Learning from Five-year Resource-Utilization Data of Titan System
- ORNL
Titan was the flagship supercomputer at the Oak Ridge Leadership Computing Facility (OLCF). It was deployed in late 2012, became the fastest supercomputer in the world and was retired on August 2, 2019. With Titan's mission complete, this paper provides a first-order examination of the usage of its critical resources (CPU, Memory, GPU, and I/O) over a five-year production period (2015-2019). In particular, we show quantitatively that the majority of CPU time was spent on the large-scale jobs, which is consistent with the policy of driving ground-breaking science through leadership computing.

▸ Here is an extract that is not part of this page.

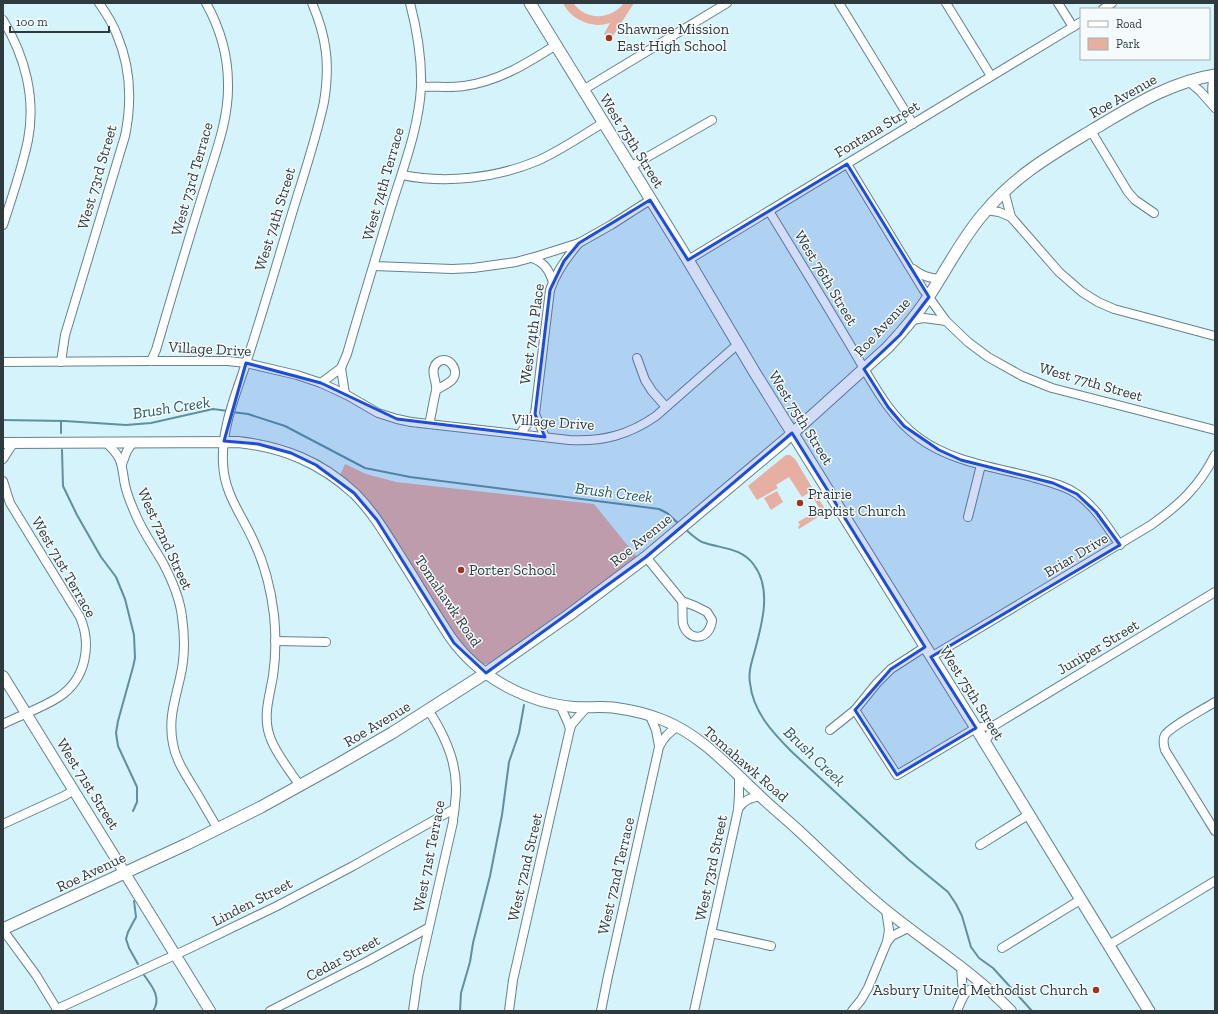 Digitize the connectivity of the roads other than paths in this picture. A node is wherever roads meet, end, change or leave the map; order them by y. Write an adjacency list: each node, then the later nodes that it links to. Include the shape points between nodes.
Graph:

We also corroborate the general observation of the low CPU-memory usage with 95% jobs utilizing only 15% or less available memory. Additionally, we correlate the increase of total job submissions and the decrease of GPU-enabled jobs during 2016 with the GPU reliability issue which impacted the large-scale runs. We further show the surprising read/write ratio over the five-year period, which contradicts the general mindset of the large-scale simulation machines being “write-heavy”. This understanding will have potential impact on how we design our next-generation large-scale storage systems. We believe that our analyses and findings are going to be of great interest to the high-performance computing (HPC) community at large.
- Research Organization:
- Oak Ridge National Lab. (ORNL), Oak Ridge, TN (United States)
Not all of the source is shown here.